By now, my readers are familiar with the adjective ‘wallah’, which Indians attach to a person or a trade or whatever. For instance, I am known as the Dhaadiwallah, to indicate that I wear a beard, dhaadi in all Indian languages being beard.
Presswallah is a fellow who presses clothes. Or rather one can call him Ironwallah too, but for some strange reason, Indians prefer to call him the former rather than the later, possibly because, iron would also indicate the metal.
The Presswallah in cities is ubiquitous and many two income households will come to a standstill without his services. His collection and delivery is meticulous and rarely does he lose a garment entrusted to him for pressing. He could be a daily visitor to one’s home to deliver the previous day’s washed clothes and collect the fresh ones for pressing, or like in my home, a twice or three times a week visitor.

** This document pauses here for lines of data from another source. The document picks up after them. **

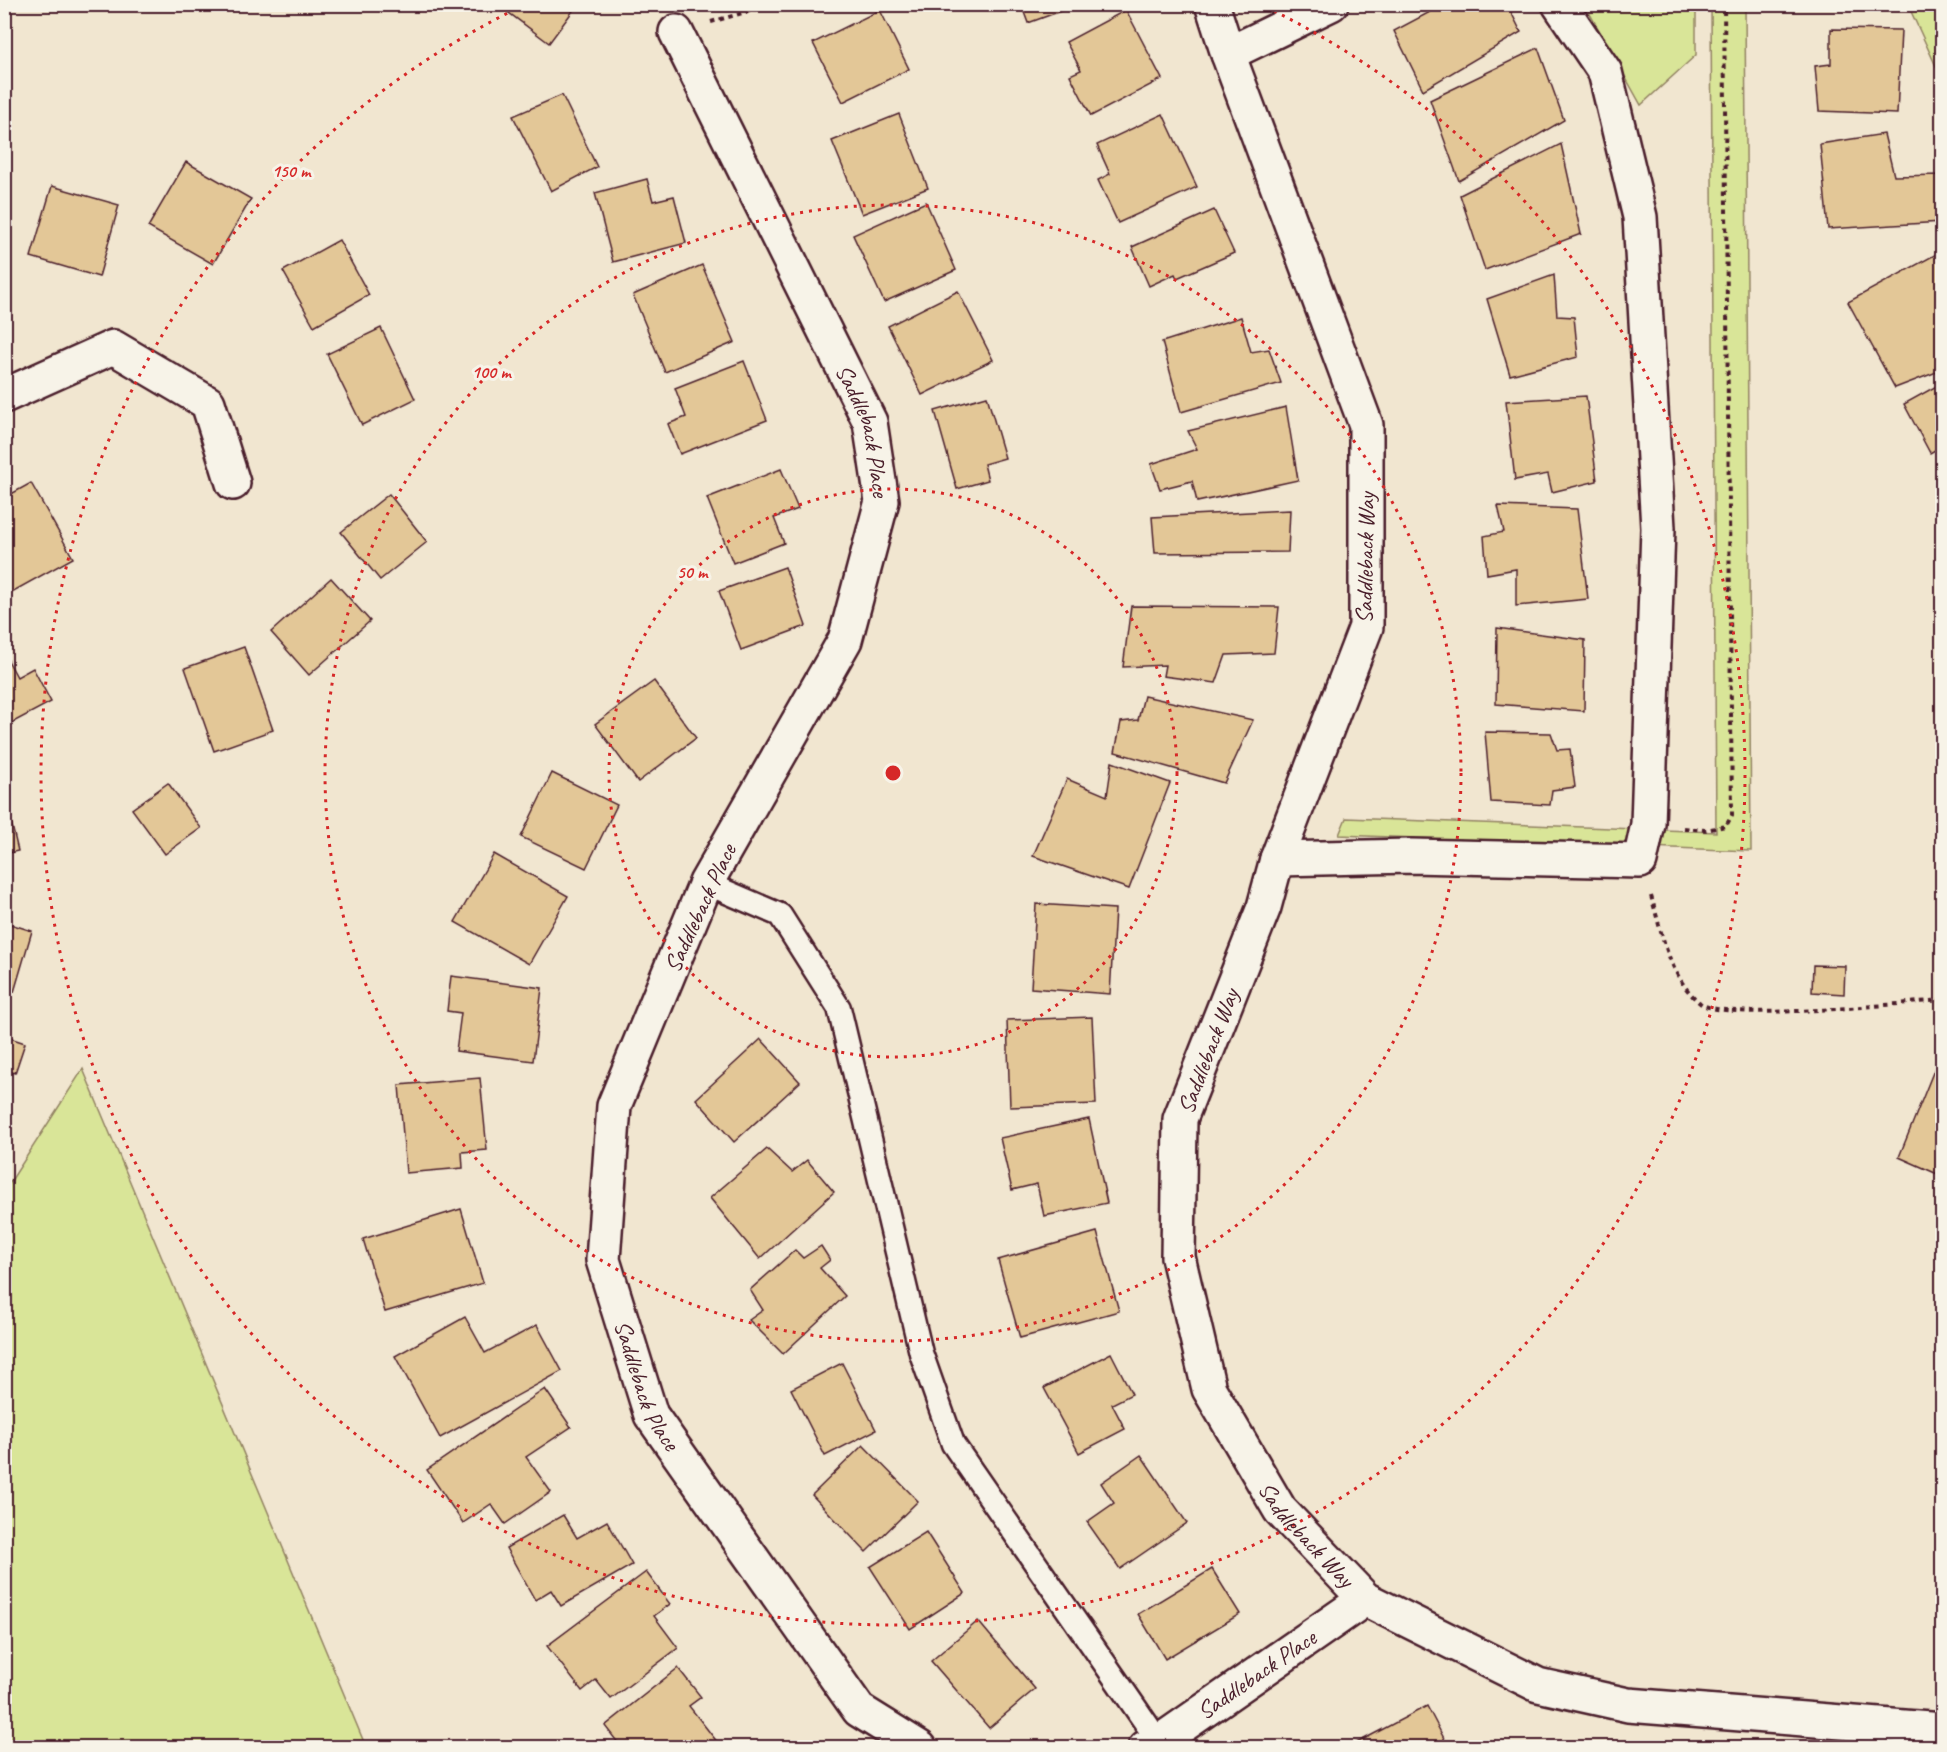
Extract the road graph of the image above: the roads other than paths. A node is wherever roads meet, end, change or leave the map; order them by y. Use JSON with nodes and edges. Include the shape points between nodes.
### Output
{"nodes":[{"id":1,"x":1212,"y":4,"type":"edge"},
{"id":2,"x":1331,"y":4,"type":"edge"},
{"id":3,"x":1559,"y":4,"type":"edge"},
{"id":4,"x":676,"y":32,"type":"road end"},
{"id":5,"x":1228,"y":54,"type":"junction"},
{"id":6,"x":4,"y":396,"type":"edge"},
{"id":7,"x":233,"y":483,"type":"dead end"},
{"id":8,"x":1277,"y":859,"type":"junction"},
{"id":9,"x":706,"y":883,"type":"junction"},
{"id":10,"x":1365,"y":1599,"type":"junction"},
{"id":11,"x":1942,"y":1730,"type":"edge"},
{"id":12,"x":1152,"y":1745,"type":"edge"},
{"id":13,"x":920,"y":1748,"type":"edge"}],
"edges":[{"from":1,"to":5,"type":"street","name":"Saddleback Way"},
{"from":2,"to":5,"type":"street"},
{"from":3,"to":8,"type":"street","via":[[1605,72],[1640,217],[1658,528],[1648,824],[1640,861],[1423,856]]},
{"from":4,"to":9,"type":"street","name":"Saddleback Place","via":[[870,422],[882,501],[845,640]]},
{"from":5,"to":8,"type":"street","name":"Saddleback Way","via":[[1366,425],[1366,627]]},
{"from":6,"to":7,"type":"street","via":[[113,347],[208,403]]},
{"from":8,"to":10,"type":"street","name":"Saddleback Way","via":[[1264,907],[1180,1119],[1178,1257],[1209,1389],[1280,1510]]},
{"from":9,"to":12,"type":"lane","via":[[780,915],[839,1008],[921,1353],[953,1444]]},
{"from":9,"to":13,"type":"street","name":"Saddleback Place","via":[[614,1106],[603,1260],[651,1414],[859,1710]]},
{"from":10,"to":11,"type":"street","name":"Saddleback Way","via":[[1538,1684],[1628,1706]]},
{"from":10,"to":12,"type":"street","name":"Saddleback Place"}]}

Unlike the Pheriwallahs who deal only in cash the Presswallahs accounts are settled once a month, at least by me. A book is maintained and everyday’s delivered goods are ticked off and tallied at the end of the month and the accounts settled.
This is Raju, our Presswallah. He is part of a family of Presswallahs, of the Dhobi caste. Raju and his cousins, have all come to Pune from a town in Andhra Pradesh. They live in a small cluster of houses about three Kms from our home. All of them have got their wives and children living here and the children go to local schools. They speak Telugu with which I am quite conversant and we get along very well.
Raju has recently been to Tirupathi and had offered his hair to the presiding Deity there.
For those people who cannot wait till the Presswallah comes to collect their clothes, Press booths, too extend the service and here is one, very near our home. The top shot shows the booth and the bottom the presswallah inside. Clothes given in the morning can be collected in the evening and office goers do exactly that. The bundles that you see all over the place are individual bundles left by various office goers on their way to work.
You will also notice that the booth is smack dab on the footpath! No one minds and pedestrians just walk on the road. A notable feature of our Indian city roads.
You can also find mobile presswallahs who take the charcoal fired brass iron to various homes and press clothes at the doorsteps. Here too the service is strictly on a cash down basis.
We also have laundry/dry cleaner services who will collect and deliver at home.